# [Instructions to follow]
Throughout the listing that follows, find each line with the word "HAUS" and copy it.

# [Data for this task]
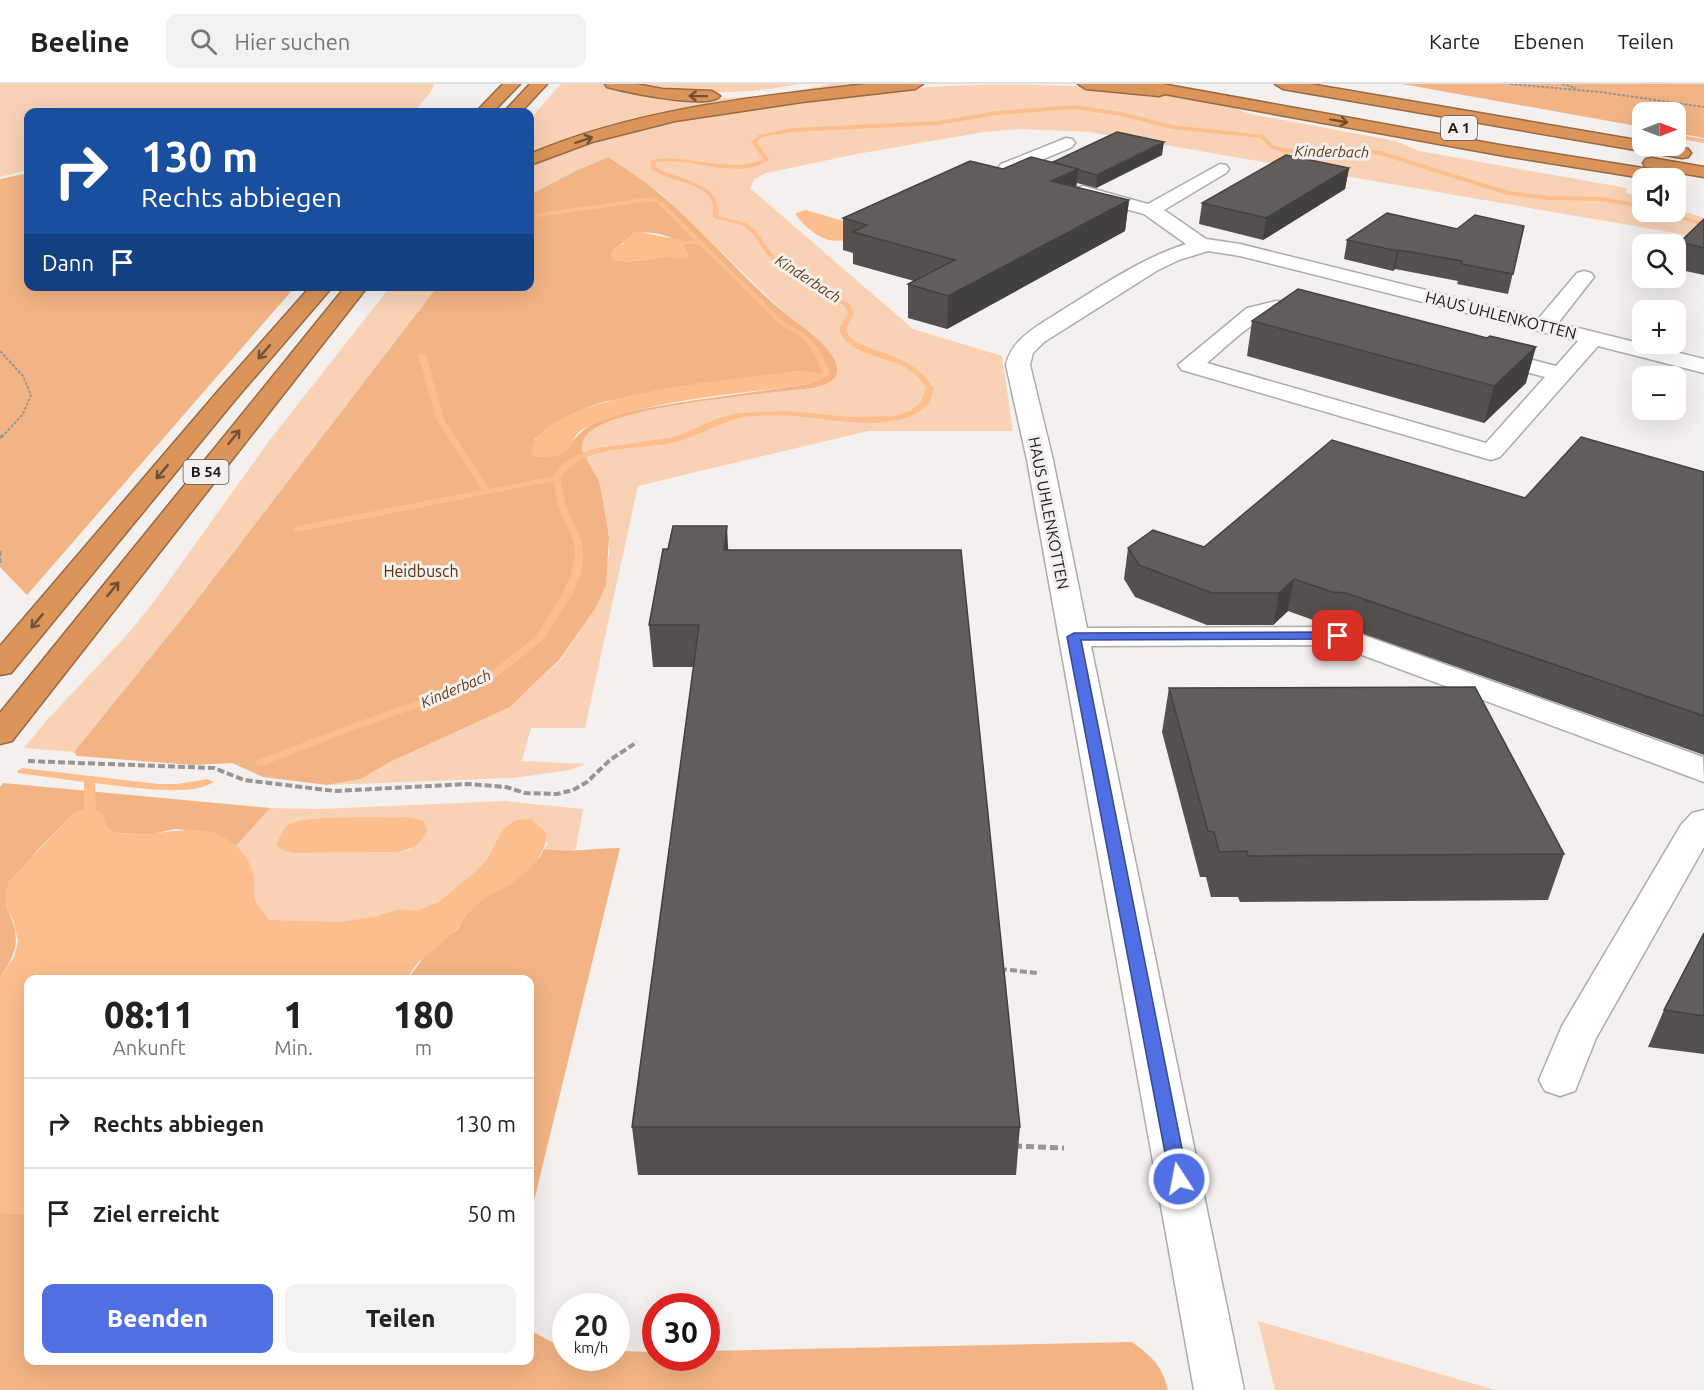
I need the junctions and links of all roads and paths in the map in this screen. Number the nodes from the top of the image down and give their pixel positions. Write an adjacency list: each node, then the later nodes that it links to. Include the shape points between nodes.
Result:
1 (512, 84): 17 (highway)
2 (539, 84): 18 (highway)
3 (613, 84): 4 (highway, one-way to 3, via 774,93 727,96 662,94)
4 (818, 84)
5 (915, 84): 23 (highway, one-way to 5, via 607,132 672,117)
6 (1086, 84): 19 (highway)
7 (1136, 84): 19 (highway)
8 (1213, 84): 26 (highway, A 1)
9 (1283, 84): 22 (highway, A 1)
10 (1351, 84): 20 (highway)
11 (1510, 84): 14 (path)
12 (1562, 84): 14 (path)
13 (484, 90): 16 (highway)
14 (1580, 90): 15 (path)
15 (1704, 107)
16 (473, 108)
17 (488, 108)
18 (516, 108)
19 (1282, 111): 25 (highway, one-way to 25)
20 (1632, 136)
21 (1066, 143): 28 (street, via 1007,168 1009,173)
22 (1699, 152)
23 (534, 159)
24 (1220, 169): 31 (street)
25 (1632, 172)
26 (1704, 172)
27 (1686, 181): 29 (highway)
28 (1042, 182)
29 (1704, 183)
30 (1064, 187): 31 (street)
31 (1151, 210): 32 (street)
32 (1202, 246): 39 (street, HAUS UHLENKOTTEN, via 1240,250); 48 (street, HAUS UHLENKOTTEN, via 1163,259 1053,326 1027,346 1018,360)
33 (1584, 277): 39 (street)
34 (318, 291): 49 (highway, B 54, one-way to 49)
35 (354, 291): 37 (highway, B 54)
36 (361, 291): 37 (highway)
37 (338, 311): 50 (highway, B 54, one-way to 37)
38 (1328, 314): 44 (street, via 1296,307 1263,310 1190,365 1491,452)
39 (1544, 326): 40 (street, HAUS UHLENKOTTEN)
40 (1593, 338): 43 (street, HAUS UHLENKOTTEN); 44 (street)
41 (1461, 348): 44 (street)
42 (0, 351): 45 (path, via 25,379 31,405 23,418)
43 (1704, 366)
44 (1561, 374)
45 (0, 438)
46 (0, 551): 47 (path)
47 (0, 564)
48 (1074, 637): 53 (street, via 1338,636); 60 (street, HAUS UHLENKOTTEN)
49 (0, 666)
50 (0, 734)
51 (637, 742): 52 (path, via 587,782 557,794 468,784 335,791 244,780 214,768)
52 (28, 761)
53 (1704, 772)
54 (1704, 821): 57 (street, via 1576,1037)
55 (996, 970): 56 (path)
56 (1037, 974)
57 (1560, 1080)
58 (1013, 1146): 59 (path)
59 (1064, 1149)
60 (1219, 1390)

# [Answer for this exercise]
32 (1202, 246): 39 (street, HAUS UHLENKOTTEN, via 1240,250); 48 (street, HAUS UHLENKOTTEN, via 1163,259 1053,326 1027,346 1018,360)
39 (1544, 326): 40 (street, HAUS UHLENKOTTEN)
40 (1593, 338): 43 (street, HAUS UHLENKOTTEN); 44 (street)
48 (1074, 637): 53 (street, via 1338,636); 60 (street, HAUS UHLENKOTTEN)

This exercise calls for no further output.